JUEVES 31 DE AGOSTO DE 2000

 

* Adolfo Sánchez Rebolledo *

Lo que ya no puede ser

El Partido Revolucionario Institucional, al fin partido surgido de una revolución popular, mantuvo por años el mito de estar sostenido por la fuerza de las masas organizadas de las que él es su representante histórico. En ese PRI ideal, la Revolución se transforma pero no fenece, pues vive a plenitud en la evolución permanente de las instituciones que aseguran paz y bienestar a la nación. Por supuesto que la realidad es muy distinta. Concebida en sus orígenes como una ''alianza'', la relación de las masas con el Estado deviene muy pronto en mera dependencia, control corporativo a cambio de ciertas reformas impulsadas desde las alturas del poder.

Si la ideología afirma que las masas son el sujeto y el objeto de la acción estatal, en los hechos el control oficial esteriliza la vida política de sindicatos y centrales agrarias imponiéndoles un férrea subordinación vertical, administrada por una clase política singularmente corrupta y venal.

Los llamados sectores obrero y campesino del partido se convierten en simples cotos burocratizados desde los cuales se regula el flujo de la fuerza de trabajo, así como las esperanzas de un campesino empobrecido que aporta así, involuntariamente, su cuota de silencio y pasividad a la estabilidad revolucionaria, rota sólo en momentos de intensa y memorable rebeldía de maestros, rieleros, médicos, electricistas y muchos más a quienes se les dio la represión por respuesta. Ese corporativismo ''clásico'', no es nada, sin embargo, con lo que vendrá luego como resultado de la urbanización salvaje de la segunda mitad del siglo XX. Nacen entonces las redes interminables del sector ''popular'', tejidas con los hilos del nuevo caciquismo, construido con el uso y abuso de la necesidad urgente de la población más desvalida que se agolpa en los cinturones de miseria de las ciudades en expansión.

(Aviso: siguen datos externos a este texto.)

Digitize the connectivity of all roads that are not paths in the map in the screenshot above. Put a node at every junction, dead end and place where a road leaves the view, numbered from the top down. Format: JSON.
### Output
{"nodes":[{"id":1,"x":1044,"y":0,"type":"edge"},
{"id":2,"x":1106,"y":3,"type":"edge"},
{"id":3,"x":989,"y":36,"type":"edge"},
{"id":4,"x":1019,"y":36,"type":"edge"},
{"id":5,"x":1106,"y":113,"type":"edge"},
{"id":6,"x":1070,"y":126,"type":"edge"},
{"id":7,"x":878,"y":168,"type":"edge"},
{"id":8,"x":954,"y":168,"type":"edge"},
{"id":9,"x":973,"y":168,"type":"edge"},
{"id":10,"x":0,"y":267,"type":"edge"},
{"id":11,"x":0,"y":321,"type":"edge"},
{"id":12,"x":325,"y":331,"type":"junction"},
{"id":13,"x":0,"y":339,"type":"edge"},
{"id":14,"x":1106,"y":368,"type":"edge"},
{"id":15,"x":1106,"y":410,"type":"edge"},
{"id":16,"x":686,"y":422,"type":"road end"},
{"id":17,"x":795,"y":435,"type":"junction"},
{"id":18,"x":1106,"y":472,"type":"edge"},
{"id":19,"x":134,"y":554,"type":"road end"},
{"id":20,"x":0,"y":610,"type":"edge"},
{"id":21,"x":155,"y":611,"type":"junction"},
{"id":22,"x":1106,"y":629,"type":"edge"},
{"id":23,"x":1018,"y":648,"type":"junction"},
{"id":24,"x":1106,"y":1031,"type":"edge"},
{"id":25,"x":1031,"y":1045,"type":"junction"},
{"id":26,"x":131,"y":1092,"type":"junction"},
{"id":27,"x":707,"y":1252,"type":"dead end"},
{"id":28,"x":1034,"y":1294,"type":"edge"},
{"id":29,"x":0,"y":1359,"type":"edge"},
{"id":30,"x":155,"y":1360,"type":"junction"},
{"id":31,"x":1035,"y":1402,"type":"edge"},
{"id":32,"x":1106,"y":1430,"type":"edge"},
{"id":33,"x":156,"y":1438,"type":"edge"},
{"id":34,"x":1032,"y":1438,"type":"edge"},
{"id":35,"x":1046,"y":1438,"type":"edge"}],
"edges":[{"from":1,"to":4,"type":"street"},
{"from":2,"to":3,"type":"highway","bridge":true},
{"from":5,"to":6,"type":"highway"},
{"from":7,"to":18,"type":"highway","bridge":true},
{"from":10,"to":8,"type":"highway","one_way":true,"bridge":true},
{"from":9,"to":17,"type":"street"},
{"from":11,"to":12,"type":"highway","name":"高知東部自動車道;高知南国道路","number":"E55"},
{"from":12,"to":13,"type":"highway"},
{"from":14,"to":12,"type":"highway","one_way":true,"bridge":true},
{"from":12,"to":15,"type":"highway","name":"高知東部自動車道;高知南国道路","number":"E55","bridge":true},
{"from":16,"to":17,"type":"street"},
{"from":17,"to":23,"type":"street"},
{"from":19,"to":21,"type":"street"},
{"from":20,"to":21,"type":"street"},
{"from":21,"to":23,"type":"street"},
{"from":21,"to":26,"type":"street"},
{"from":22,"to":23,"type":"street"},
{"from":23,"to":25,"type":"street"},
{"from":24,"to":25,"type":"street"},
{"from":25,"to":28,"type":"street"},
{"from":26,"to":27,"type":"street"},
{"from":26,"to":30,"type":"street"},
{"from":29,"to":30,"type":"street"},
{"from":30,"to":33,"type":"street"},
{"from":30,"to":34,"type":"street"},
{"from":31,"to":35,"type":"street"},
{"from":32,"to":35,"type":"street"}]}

Proliferan efímeras organizaciones exigiendo techo, vivienda, agua, encabezadas por liderazgos atados a la manipulación rijosa de las demandas de consumo, al comercio informal y a las subculturas de la pobreza que no admite, tampoco, uniformidad. El movimiento popular, donde hay de todo, desplaza en importancia clientelar al sindicalismo que la sociedad desborda en la primera ocasión para probar su ineficacia. El autoritarismo agobia la presencia genuina del pueblo. El Partido Revolucionario Institucional, sin embargo, no aprende la lección y persiste en creer que en esa relación anómala radica el secreto de la justicia social que reconoce como estrella polar.

En la tragedia de Chimalhuacán, por ejemplo, sólo se reconoce la voz de los ''líderes'' y las organizaciones en pugna; los ciudadanos sólo existen como víctimas de la guerra declarada entre dos organizaciones corporativas y caciquiles que pleitean por el poder local. Y eso ya no puede ser. El proceso electoral se pervierte cuando solamente sirve para que dos grupos de corte gangsteril compitan en las urnas para ocupar cargos de representación sin renunciar a sus propios métodos violentos e ilegales. La Loba y Antorcha Campesina son exactamente lo mismo, pues ambas cojean del mismo pie y son tan indignas la una como la otra.

Si el Revolucionario Institucional pretende reformarse, como han dicho, la primera tarea a resolver será la de ciudadanizar su propia organización, liquidando los nexos que ahora tiene con los líderes de tales organizaciones, so pena de extinguirse antes de reformarse, por mucho que esto signifique para sus cuadros históricos el abandono de los compromisos sociales.

Las fuerzas progresistas de México, sea lo que esto signifique, tienen que proponerse una manera diferente de relacionarse con las masas y sus necesidades, insertando la lucha popular en una visión realmente democrática de sus participación. Es hora de decirle a todos los gobernadores Montiel que aún existen, que la democracia política no puede crecer, menos desarrollarse, sometiendo al movimiento popular mediante estas seudo organizaciones que son usadas por el poder como arietes para aplacar cualquier disidencia.

Lo que ya no puede ser en la democracia es la falsificación sistemática de la voluntad popular en nombre de las masas organizadas. La idea del control que está en el fondo del viejo corporativismo tiene que sustituirse por una reivindicación de los derechos sociales sin contraponerlos a los derechos ciudadanos. El clientelismo es un vicio que corrompe lo mismo a la izquierda que a la derecha y nubla la expresión directa de los intereses populares. Ya va siendo hora de abandonar las nociones que en el pasado sirvieron solamente para someter a las masas, jamás para dejarlas crecer, madurar, liberarse.